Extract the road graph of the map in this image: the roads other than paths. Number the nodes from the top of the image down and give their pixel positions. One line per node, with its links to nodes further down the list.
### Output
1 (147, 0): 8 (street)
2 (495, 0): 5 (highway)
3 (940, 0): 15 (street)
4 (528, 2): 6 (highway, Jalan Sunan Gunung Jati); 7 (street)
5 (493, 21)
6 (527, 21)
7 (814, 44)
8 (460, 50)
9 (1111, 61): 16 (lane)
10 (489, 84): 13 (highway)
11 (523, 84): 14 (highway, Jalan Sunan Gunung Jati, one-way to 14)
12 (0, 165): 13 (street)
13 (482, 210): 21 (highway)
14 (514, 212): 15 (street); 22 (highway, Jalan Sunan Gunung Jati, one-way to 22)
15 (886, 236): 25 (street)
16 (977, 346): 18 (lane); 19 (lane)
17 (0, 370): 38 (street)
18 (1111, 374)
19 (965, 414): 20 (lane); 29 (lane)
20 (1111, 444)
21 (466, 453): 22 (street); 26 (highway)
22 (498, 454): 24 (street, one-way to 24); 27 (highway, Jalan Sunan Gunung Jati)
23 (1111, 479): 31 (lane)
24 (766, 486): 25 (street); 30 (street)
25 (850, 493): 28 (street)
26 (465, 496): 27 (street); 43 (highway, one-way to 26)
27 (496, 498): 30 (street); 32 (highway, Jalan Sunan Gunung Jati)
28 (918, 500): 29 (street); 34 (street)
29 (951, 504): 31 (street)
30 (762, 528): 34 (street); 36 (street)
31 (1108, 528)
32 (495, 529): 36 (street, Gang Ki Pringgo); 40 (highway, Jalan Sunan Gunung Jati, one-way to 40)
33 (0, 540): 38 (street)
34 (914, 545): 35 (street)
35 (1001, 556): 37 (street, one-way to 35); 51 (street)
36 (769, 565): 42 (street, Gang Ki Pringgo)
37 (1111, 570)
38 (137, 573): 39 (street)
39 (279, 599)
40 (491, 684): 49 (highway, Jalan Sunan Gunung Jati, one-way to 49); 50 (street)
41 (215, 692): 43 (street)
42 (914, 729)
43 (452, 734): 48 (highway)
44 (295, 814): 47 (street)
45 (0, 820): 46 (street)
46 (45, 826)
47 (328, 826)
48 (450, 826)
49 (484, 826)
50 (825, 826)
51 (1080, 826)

━━━━━━━━

### TASK DIRECTIONS:
With no line skipped, output the listing in full.

### EXERCISE RESPONSE:
Extract the road graph of the map in this image: the roads other than paths. Number the nodes from the top of the image down and give their pixel positions. One line per node, with its links to nodes further down the list.
### Output
1 (147, 0): 8 (street)
2 (495, 0): 5 (highway)
3 (940, 0): 15 (street)
4 (528, 2): 6 (highway, Jalan Sunan Gunung Jati); 7 (street)
5 (493, 21)
6 (527, 21)
7 (814, 44)
8 (460, 50)
9 (1111, 61): 16 (lane)
10 (489, 84): 13 (highway)
11 (523, 84): 14 (highway, Jalan Sunan Gunung Jati, one-way to 14)
12 (0, 165): 13 (street)
13 (482, 210): 21 (highway)
14 (514, 212): 15 (street); 22 (highway, Jalan Sunan Gunung Jati, one-way to 22)
15 (886, 236): 25 (street)
16 (977, 346): 18 (lane); 19 (lane)
17 (0, 370): 38 (street)
18 (1111, 374)
19 (965, 414): 20 (lane); 29 (lane)
20 (1111, 444)
21 (466, 453): 22 (street); 26 (highway)
22 (498, 454): 24 (street, one-way to 24); 27 (highway, Jalan Sunan Gunung Jati)
23 (1111, 479): 31 (lane)
24 (766, 486): 25 (street); 30 (street)
25 (850, 493): 28 (street)
26 (465, 496): 27 (street); 43 (highway, one-way to 26)
27 (496, 498): 30 (street); 32 (highway, Jalan Sunan Gunung Jati)
28 (918, 500): 29 (street); 34 (street)
29 (951, 504): 31 (street)
30 (762, 528): 34 (street); 36 (street)
31 (1108, 528)
32 (495, 529): 36 (street, Gang Ki Pringgo); 40 (highway, Jalan Sunan Gunung Jati, one-way to 40)
33 (0, 540): 38 (street)
34 (914, 545): 35 (street)
35 (1001, 556): 37 (street, one-way to 35); 51 (street)
36 (769, 565): 42 (street, Gang Ki Pringgo)
37 (1111, 570)
38 (137, 573): 39 (street)
39 (279, 599)
40 (491, 684): 49 (highway, Jalan Sunan Gunung Jati, one-way to 49); 50 (street)
41 (215, 692): 43 (street)
42 (914, 729)
43 (452, 734): 48 (highway)
44 (295, 814): 47 (street)
45 (0, 820): 46 (street)
46 (45, 826)
47 (328, 826)
48 (450, 826)
49 (484, 826)
50 (825, 826)
51 (1080, 826)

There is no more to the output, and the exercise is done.